Data items:
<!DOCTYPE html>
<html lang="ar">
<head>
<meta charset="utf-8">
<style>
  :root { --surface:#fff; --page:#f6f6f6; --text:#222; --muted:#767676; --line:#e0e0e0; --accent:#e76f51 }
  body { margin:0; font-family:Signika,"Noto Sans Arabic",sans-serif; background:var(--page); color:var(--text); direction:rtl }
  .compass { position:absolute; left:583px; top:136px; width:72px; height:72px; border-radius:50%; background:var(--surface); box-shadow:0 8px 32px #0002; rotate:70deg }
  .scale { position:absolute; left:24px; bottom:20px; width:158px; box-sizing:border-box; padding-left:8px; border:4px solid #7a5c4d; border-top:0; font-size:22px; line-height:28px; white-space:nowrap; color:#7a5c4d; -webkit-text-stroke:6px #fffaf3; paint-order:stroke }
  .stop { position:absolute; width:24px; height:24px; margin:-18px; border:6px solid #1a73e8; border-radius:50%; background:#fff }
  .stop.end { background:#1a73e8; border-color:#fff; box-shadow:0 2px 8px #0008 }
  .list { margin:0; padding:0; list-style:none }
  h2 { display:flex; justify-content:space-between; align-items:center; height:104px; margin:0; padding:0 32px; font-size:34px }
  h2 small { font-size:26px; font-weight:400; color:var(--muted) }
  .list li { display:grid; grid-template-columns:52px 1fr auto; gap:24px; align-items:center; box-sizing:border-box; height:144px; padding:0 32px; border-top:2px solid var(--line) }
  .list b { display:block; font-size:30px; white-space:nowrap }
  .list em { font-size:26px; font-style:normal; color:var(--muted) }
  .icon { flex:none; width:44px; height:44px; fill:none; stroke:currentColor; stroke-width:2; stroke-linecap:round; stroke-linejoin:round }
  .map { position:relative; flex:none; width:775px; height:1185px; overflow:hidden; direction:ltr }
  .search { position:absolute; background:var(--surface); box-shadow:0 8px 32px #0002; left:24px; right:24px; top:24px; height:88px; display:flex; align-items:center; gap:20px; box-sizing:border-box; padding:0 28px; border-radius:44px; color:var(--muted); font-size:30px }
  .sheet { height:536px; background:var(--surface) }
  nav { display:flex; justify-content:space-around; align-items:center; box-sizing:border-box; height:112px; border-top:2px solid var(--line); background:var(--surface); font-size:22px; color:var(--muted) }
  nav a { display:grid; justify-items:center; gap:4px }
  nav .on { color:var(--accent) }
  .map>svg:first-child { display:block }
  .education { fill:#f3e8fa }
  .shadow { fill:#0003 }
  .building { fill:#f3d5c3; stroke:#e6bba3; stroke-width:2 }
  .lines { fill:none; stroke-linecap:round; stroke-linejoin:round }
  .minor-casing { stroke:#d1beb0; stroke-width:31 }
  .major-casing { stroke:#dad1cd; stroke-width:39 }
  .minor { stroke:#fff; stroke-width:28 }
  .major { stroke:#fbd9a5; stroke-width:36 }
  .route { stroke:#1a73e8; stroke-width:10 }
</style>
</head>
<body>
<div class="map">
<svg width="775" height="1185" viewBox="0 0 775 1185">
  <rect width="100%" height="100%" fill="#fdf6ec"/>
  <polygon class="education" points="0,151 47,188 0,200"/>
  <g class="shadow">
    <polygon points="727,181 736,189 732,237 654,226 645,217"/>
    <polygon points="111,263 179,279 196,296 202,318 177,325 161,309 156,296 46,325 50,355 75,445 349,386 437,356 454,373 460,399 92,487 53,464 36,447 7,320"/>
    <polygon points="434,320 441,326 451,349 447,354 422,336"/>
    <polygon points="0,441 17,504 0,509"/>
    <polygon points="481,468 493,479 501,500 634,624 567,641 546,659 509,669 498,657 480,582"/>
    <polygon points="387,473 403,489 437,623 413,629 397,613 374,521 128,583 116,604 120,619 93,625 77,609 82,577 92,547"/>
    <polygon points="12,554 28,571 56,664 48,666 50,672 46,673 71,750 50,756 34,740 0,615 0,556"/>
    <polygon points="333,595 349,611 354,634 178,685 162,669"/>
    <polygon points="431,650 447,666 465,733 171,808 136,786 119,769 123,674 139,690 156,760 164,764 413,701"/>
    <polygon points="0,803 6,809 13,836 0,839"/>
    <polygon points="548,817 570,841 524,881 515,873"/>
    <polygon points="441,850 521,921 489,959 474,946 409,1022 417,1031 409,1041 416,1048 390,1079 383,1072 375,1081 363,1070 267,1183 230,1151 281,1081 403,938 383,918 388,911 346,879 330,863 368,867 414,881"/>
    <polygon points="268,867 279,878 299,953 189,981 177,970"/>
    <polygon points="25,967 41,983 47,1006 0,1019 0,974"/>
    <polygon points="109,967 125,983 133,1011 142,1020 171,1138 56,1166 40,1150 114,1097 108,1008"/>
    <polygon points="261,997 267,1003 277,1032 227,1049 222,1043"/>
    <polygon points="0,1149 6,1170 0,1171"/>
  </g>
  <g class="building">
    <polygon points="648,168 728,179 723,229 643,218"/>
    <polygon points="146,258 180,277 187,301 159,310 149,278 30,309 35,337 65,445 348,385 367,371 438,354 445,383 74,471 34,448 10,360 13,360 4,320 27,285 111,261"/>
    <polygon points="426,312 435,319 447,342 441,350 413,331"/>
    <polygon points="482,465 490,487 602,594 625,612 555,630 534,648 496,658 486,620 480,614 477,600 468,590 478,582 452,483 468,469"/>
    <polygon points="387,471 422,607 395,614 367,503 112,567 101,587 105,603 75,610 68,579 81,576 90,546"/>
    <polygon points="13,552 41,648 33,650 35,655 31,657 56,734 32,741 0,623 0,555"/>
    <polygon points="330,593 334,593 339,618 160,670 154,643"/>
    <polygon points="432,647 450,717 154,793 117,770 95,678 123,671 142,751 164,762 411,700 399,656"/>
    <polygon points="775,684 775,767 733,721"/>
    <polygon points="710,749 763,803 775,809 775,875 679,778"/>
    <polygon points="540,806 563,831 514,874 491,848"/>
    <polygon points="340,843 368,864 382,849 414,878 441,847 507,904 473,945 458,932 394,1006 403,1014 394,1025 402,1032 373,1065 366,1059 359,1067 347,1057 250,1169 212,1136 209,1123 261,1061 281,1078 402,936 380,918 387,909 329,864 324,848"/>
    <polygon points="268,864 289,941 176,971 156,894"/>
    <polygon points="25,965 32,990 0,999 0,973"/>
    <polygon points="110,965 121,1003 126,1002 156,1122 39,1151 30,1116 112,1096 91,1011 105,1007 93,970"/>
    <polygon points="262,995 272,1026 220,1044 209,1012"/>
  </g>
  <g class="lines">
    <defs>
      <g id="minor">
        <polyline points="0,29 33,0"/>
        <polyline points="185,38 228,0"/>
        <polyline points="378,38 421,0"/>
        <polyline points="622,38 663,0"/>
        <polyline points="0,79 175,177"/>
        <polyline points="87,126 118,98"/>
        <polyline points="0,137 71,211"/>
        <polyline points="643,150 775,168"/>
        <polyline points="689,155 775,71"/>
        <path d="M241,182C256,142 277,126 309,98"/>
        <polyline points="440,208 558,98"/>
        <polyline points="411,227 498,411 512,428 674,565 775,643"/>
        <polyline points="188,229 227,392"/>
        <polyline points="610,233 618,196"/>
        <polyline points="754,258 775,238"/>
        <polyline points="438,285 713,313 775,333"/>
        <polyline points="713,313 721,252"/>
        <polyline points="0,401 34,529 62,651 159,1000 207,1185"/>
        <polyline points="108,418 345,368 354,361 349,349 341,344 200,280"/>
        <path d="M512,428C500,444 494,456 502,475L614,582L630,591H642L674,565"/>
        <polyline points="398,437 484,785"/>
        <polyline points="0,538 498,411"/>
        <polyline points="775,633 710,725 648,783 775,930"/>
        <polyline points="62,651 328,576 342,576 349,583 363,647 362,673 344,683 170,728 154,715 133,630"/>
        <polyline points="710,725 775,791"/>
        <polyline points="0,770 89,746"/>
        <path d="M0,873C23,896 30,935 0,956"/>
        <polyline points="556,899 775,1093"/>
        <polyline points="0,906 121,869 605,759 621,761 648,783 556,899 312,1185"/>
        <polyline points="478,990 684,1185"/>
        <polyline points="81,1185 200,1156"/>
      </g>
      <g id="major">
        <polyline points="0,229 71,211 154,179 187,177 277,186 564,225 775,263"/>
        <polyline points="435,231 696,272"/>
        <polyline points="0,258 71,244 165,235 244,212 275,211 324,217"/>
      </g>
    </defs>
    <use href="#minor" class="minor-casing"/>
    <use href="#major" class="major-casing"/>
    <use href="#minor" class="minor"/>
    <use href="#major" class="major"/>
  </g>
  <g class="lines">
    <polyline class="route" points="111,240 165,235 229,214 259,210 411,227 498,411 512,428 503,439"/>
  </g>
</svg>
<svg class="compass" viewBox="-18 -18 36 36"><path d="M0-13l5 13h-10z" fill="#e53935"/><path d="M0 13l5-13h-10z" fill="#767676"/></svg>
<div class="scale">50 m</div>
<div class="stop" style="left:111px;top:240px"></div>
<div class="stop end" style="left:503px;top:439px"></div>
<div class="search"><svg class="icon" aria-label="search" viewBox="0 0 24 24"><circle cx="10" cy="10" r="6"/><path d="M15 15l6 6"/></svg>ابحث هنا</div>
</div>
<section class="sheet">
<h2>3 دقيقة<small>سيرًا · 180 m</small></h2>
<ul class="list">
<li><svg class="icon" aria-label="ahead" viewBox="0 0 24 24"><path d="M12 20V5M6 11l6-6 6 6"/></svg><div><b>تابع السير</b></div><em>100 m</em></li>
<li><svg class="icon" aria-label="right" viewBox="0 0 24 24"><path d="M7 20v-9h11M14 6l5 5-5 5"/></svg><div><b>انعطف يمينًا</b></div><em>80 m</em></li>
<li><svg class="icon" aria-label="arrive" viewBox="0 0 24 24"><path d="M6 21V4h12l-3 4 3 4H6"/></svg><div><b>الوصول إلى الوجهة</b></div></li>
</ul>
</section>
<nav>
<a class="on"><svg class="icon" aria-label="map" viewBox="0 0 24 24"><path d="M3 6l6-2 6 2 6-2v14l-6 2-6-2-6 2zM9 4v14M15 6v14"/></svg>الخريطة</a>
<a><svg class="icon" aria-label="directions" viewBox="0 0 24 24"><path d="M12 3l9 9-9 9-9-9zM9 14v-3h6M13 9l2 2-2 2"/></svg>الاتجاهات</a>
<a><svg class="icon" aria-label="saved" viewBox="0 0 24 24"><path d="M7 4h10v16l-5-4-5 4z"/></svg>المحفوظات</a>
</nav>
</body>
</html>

◆ EXERCISE DETAILS
Lines after the one containing "--surface:#fff; --page:#f6f6f6; --text:#222;" are left out; every line from the start of the entries through that line is restated word for word.

◆ TASK OUTPUT
<!DOCTYPE html>
<html lang="ar">
<head>
<meta charset="utf-8">
<style>
  :root { --surface:#fff; --page:#f6f6f6; --text:#222; --muted:#767676; --line:#e0e0e0; --accent:#e76f51 }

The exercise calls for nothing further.